▶ Work to be completed
If a record contains a picture, leave the picture out and transcribe everything else exactly.

· · ·

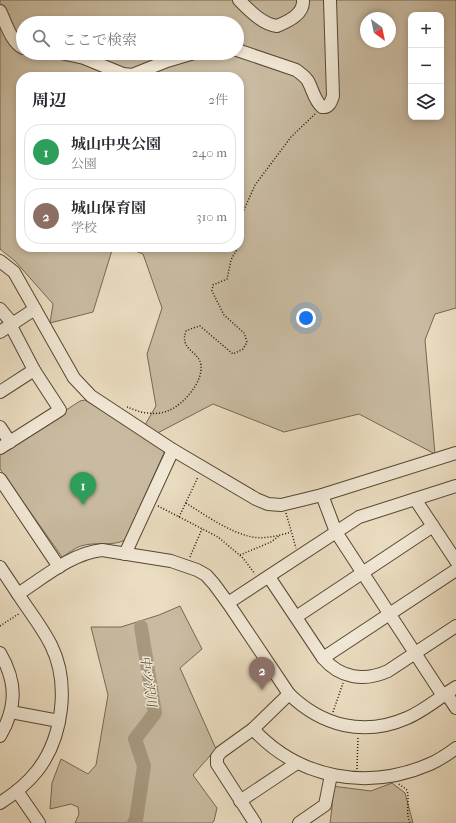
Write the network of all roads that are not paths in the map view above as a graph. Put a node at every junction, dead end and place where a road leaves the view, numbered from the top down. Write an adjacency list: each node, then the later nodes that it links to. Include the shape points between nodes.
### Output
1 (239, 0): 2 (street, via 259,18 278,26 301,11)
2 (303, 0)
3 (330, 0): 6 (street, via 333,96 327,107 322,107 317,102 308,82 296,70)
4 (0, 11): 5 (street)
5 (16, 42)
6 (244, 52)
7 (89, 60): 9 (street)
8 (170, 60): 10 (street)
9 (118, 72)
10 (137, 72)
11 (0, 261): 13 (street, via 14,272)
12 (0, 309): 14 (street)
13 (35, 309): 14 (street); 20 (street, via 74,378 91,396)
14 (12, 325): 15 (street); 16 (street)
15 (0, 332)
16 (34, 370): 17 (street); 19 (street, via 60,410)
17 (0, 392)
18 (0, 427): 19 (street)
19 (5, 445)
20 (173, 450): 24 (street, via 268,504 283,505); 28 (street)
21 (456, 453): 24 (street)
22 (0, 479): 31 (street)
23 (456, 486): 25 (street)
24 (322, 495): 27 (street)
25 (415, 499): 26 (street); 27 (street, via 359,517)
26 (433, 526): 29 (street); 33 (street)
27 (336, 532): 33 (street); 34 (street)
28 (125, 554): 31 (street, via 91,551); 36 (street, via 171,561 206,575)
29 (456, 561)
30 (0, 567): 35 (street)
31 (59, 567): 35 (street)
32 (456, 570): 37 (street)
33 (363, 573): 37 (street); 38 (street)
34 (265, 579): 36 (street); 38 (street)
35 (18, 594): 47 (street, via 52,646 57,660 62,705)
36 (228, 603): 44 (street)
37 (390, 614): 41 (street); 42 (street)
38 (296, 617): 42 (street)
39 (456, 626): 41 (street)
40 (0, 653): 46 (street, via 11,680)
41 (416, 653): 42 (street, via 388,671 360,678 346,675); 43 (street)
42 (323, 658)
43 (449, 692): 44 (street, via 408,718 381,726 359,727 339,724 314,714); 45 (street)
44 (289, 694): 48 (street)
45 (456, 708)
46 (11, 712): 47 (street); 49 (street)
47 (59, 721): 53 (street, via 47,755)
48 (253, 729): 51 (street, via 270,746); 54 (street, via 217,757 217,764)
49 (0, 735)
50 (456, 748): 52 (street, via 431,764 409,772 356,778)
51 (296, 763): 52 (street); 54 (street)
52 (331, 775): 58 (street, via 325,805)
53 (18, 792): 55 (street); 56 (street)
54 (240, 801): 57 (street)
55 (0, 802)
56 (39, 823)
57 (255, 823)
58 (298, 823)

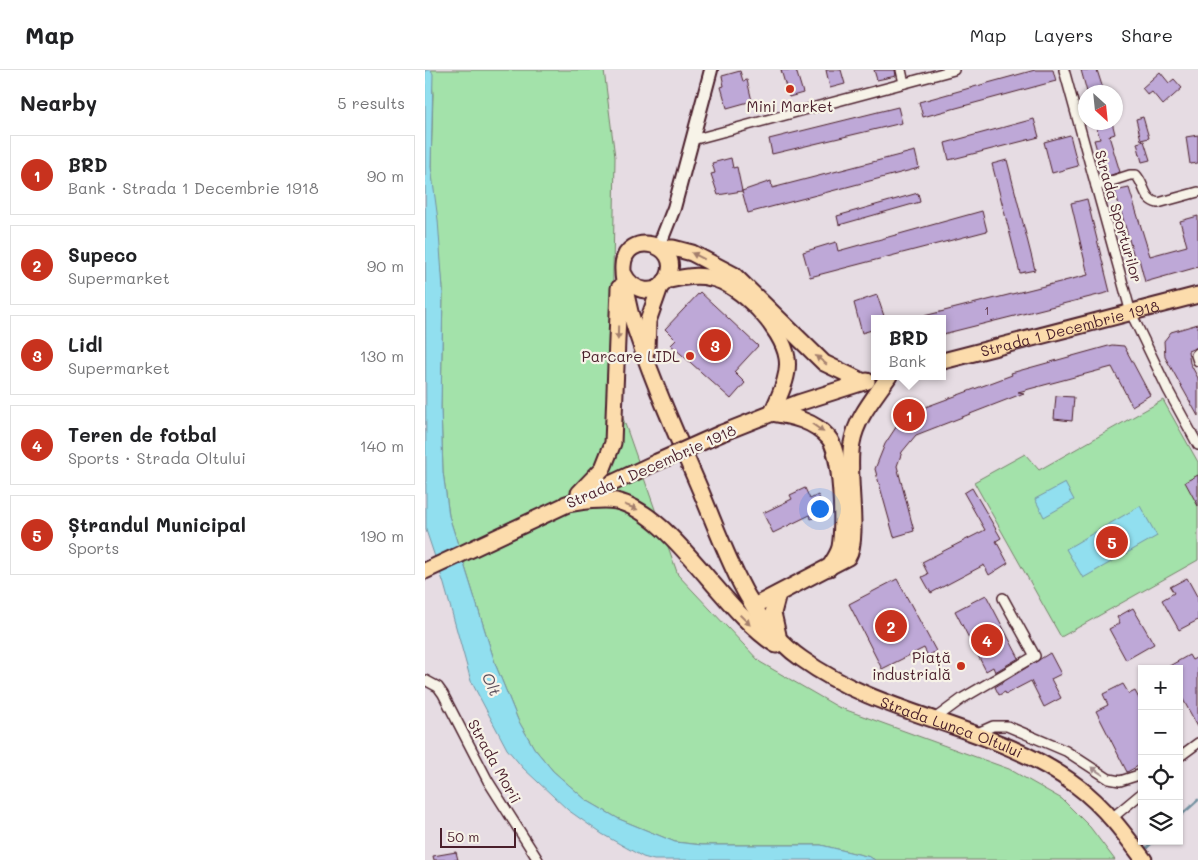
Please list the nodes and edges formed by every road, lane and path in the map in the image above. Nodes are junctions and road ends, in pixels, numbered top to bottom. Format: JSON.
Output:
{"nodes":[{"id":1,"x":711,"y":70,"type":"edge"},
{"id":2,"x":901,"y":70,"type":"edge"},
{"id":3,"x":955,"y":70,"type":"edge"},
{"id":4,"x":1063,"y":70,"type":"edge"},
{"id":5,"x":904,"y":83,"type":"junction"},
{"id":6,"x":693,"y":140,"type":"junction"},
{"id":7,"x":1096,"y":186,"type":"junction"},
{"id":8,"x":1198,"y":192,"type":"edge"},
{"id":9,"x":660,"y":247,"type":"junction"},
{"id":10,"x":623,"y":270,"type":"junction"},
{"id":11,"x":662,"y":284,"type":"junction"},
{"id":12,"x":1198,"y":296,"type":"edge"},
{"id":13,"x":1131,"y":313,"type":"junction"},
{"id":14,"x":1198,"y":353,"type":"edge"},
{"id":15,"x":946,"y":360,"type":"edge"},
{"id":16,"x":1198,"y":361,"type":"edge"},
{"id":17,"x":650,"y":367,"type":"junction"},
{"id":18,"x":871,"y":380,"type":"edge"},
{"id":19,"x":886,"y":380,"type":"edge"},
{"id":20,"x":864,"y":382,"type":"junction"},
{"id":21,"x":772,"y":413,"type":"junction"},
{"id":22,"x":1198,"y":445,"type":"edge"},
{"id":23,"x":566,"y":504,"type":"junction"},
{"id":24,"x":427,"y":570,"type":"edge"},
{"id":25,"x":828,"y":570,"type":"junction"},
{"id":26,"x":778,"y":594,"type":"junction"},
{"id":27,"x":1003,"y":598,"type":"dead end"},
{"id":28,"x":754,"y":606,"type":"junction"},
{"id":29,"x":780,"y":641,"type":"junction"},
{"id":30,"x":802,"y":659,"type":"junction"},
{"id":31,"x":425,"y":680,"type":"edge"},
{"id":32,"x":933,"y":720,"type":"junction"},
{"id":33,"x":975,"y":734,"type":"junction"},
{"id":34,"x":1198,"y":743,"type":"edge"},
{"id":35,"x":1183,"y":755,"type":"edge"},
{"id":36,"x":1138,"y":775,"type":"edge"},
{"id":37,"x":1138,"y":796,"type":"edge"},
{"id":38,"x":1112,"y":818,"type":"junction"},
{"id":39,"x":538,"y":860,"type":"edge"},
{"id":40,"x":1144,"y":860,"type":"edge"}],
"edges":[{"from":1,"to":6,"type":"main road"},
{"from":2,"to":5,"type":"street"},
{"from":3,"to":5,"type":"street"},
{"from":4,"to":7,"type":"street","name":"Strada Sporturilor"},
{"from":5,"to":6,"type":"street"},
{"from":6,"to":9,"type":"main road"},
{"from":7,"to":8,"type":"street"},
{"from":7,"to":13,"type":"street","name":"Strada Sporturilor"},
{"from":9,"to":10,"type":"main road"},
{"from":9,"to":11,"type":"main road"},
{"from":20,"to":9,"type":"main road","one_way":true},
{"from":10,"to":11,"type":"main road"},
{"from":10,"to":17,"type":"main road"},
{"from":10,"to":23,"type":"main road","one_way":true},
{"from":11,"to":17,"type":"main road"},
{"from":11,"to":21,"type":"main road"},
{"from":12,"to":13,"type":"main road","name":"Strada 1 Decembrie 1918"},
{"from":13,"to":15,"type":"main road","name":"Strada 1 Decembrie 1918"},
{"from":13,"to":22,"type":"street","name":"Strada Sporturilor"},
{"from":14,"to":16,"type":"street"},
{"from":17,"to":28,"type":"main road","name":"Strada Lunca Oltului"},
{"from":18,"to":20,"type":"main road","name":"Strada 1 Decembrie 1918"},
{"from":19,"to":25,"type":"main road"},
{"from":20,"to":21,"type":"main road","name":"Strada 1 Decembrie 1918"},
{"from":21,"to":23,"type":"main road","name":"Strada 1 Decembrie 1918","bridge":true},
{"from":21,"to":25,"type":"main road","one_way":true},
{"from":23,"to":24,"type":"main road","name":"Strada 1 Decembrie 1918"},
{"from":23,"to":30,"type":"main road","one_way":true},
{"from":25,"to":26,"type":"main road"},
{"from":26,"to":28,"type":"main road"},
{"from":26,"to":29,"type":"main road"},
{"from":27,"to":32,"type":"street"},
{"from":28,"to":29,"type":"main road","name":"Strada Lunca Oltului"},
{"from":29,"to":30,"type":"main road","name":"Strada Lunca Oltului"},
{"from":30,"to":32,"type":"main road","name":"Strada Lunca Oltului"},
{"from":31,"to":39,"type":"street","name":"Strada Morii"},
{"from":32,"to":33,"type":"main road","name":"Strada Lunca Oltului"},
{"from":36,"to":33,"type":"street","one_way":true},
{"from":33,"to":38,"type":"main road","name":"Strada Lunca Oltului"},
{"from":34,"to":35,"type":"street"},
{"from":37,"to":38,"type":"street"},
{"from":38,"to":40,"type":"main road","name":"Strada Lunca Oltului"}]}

· · ·

▶ Your response
Write the network of all roads that are not paths in the map view above as a graph. Put a node at every junction, dead end and place where a road leaves the view, numbered from the top down. Write an adjacency list: each node, then the later nodes that it links to. Include the shape points between nodes.
### Output
1 (239, 0): 2 (street, via 259,18 278,26 301,11)
2 (303, 0)
3 (330, 0): 6 (street, via 333,96 327,107 322,107 317,102 308,82 296,70)
4 (0, 11): 5 (street)
5 (16, 42)
6 (244, 52)
7 (89, 60): 9 (street)
8 (170, 60): 10 (street)
9 (118, 72)
10 (137, 72)
11 (0, 261): 13 (street, via 14,272)
12 (0, 309): 14 (street)
13 (35, 309): 14 (street); 20 (street, via 74,378 91,396)
14 (12, 325): 15 (street); 16 (street)
15 (0, 332)
16 (34, 370): 17 (street); 19 (street, via 60,410)
17 (0, 392)
18 (0, 427): 19 (street)
19 (5, 445)
20 (173, 450): 24 (street, via 268,504 283,505); 28 (street)
21 (456, 453): 24 (street)
22 (0, 479): 31 (street)
23 (456, 486): 25 (street)
24 (322, 495): 27 (street)
25 (415, 499): 26 (street); 27 (street, via 359,517)
26 (433, 526): 29 (street); 33 (street)
27 (336, 532): 33 (street); 34 (street)
28 (125, 554): 31 (street, via 91,551); 36 (street, via 171,561 206,575)
29 (456, 561)
30 (0, 567): 35 (street)
31 (59, 567): 35 (street)
32 (456, 570): 37 (street)
33 (363, 573): 37 (street); 38 (street)
34 (265, 579): 36 (street); 38 (street)
35 (18, 594): 47 (street, via 52,646 57,660 62,705)
36 (228, 603): 44 (street)
37 (390, 614): 41 (street); 42 (street)
38 (296, 617): 42 (street)
39 (456, 626): 41 (street)
40 (0, 653): 46 (street, via 11,680)
41 (416, 653): 42 (street, via 388,671 360,678 346,675); 43 (street)
42 (323, 658)
43 (449, 692): 44 (street, via 408,718 381,726 359,727 339,724 314,714); 45 (street)
44 (289, 694): 48 (street)
45 (456, 708)
46 (11, 712): 47 (street); 49 (street)
47 (59, 721): 53 (street, via 47,755)
48 (253, 729): 51 (street, via 270,746); 54 (street, via 217,757 217,764)
49 (0, 735)
50 (456, 748): 52 (street, via 431,764 409,772 356,778)
51 (296, 763): 52 (street); 54 (street)
52 (331, 775): 58 (street, via 325,805)
53 (18, 792): 55 (street); 56 (street)
54 (240, 801): 57 (street)
55 (0, 802)
56 (39, 823)
57 (255, 823)
58 (298, 823)

Please list the nodes and edges formed by every road, lane and path in the map in the image above. Nodes are junctions and road ends, in pixels, numbered top to bottom. Format: JSON.
Output:
{"nodes":[{"id":1,"x":711,"y":70,"type":"edge"},
{"id":2,"x":901,"y":70,"type":"edge"},
{"id":3,"x":955,"y":70,"type":"edge"},
{"id":4,"x":1063,"y":70,"type":"edge"},
{"id":5,"x":904,"y":83,"type":"junction"},
{"id":6,"x":693,"y":140,"type":"junction"},
{"id":7,"x":1096,"y":186,"type":"junction"},
{"id":8,"x":1198,"y":192,"type":"edge"},
{"id":9,"x":660,"y":247,"type":"junction"},
{"id":10,"x":623,"y":270,"type":"junction"},
{"id":11,"x":662,"y":284,"type":"junction"},
{"id":12,"x":1198,"y":296,"type":"edge"},
{"id":13,"x":1131,"y":313,"type":"junction"},
{"id":14,"x":1198,"y":353,"type":"edge"},
{"id":15,"x":946,"y":360,"type":"edge"},
{"id":16,"x":1198,"y":361,"type":"edge"},
{"id":17,"x":650,"y":367,"type":"junction"},
{"id":18,"x":871,"y":380,"type":"edge"},
{"id":19,"x":886,"y":380,"type":"edge"},
{"id":20,"x":864,"y":382,"type":"junction"},
{"id":21,"x":772,"y":413,"type":"junction"},
{"id":22,"x":1198,"y":445,"type":"edge"},
{"id":23,"x":566,"y":504,"type":"junction"},
{"id":24,"x":427,"y":570,"type":"edge"},
{"id":25,"x":828,"y":570,"type":"junction"},
{"id":26,"x":778,"y":594,"type":"junction"},
{"id":27,"x":1003,"y":598,"type":"dead end"},
{"id":28,"x":754,"y":606,"type":"junction"},
{"id":29,"x":780,"y":641,"type":"junction"},
{"id":30,"x":802,"y":659,"type":"junction"},
{"id":31,"x":425,"y":680,"type":"edge"},
{"id":32,"x":933,"y":720,"type":"junction"},
{"id":33,"x":975,"y":734,"type":"junction"},
{"id":34,"x":1198,"y":743,"type":"edge"},
{"id":35,"x":1183,"y":755,"type":"edge"},
{"id":36,"x":1138,"y":775,"type":"edge"},
{"id":37,"x":1138,"y":796,"type":"edge"},
{"id":38,"x":1112,"y":818,"type":"junction"},
{"id":39,"x":538,"y":860,"type":"edge"},
{"id":40,"x":1144,"y":860,"type":"edge"}],
"edges":[{"from":1,"to":6,"type":"main road"},
{"from":2,"to":5,"type":"street"},
{"from":3,"to":5,"type":"street"},
{"from":4,"to":7,"type":"street","name":"Strada Sporturilor"},
{"from":5,"to":6,"type":"street"},
{"from":6,"to":9,"type":"main road"},
{"from":7,"to":8,"type":"street"},
{"from":7,"to":13,"type":"street","name":"Strada Sporturilor"},
{"from":9,"to":10,"type":"main road"},
{"from":9,"to":11,"type":"main road"},
{"from":20,"to":9,"type":"main road","one_way":true},
{"from":10,"to":11,"type":"main road"},
{"from":10,"to":17,"type":"main road"},
{"from":10,"to":23,"type":"main road","one_way":true},
{"from":11,"to":17,"type":"main road"},
{"from":11,"to":21,"type":"main road"},
{"from":12,"to":13,"type":"main road","name":"Strada 1 Decembrie 1918"},
{"from":13,"to":15,"type":"main road","name":"Strada 1 Decembrie 1918"},
{"from":13,"to":22,"type":"street","name":"Strada Sporturilor"},
{"from":14,"to":16,"type":"street"},
{"from":17,"to":28,"type":"main road","name":"Strada Lunca Oltului"},
{"from":18,"to":20,"type":"main road","name":"Strada 1 Decembrie 1918"},
{"from":19,"to":25,"type":"main road"},
{"from":20,"to":21,"type":"main road","name":"Strada 1 Decembrie 1918"},
{"from":21,"to":23,"type":"main road","name":"Strada 1 Decembrie 1918","bridge":true},
{"from":21,"to":25,"type":"main road","one_way":true},
{"from":23,"to":24,"type":"main road","name":"Strada 1 Decembrie 1918"},
{"from":23,"to":30,"type":"main road","one_way":true},
{"from":25,"to":26,"type":"main road"},
{"from":26,"to":28,"type":"main road"},
{"from":26,"to":29,"type":"main road"},
{"from":27,"to":32,"type":"street"},
{"from":28,"to":29,"type":"main road","name":"Strada Lunca Oltului"},
{"from":29,"to":30,"type":"main road","name":"Strada Lunca Oltului"},
{"from":30,"to":32,"type":"main road","name":"Strada Lunca Oltului"},
{"from":31,"to":39,"type":"street","name":"Strada Morii"},
{"from":32,"to":33,"type":"main road","name":"Strada Lunca Oltului"},
{"from":36,"to":33,"type":"street","one_way":true},
{"from":33,"to":38,"type":"main road","name":"Strada Lunca Oltului"},
{"from":34,"to":35,"type":"street"},
{"from":37,"to":38,"type":"street"},
{"from":38,"to":40,"type":"main road","name":"Strada Lunca Oltului"}]}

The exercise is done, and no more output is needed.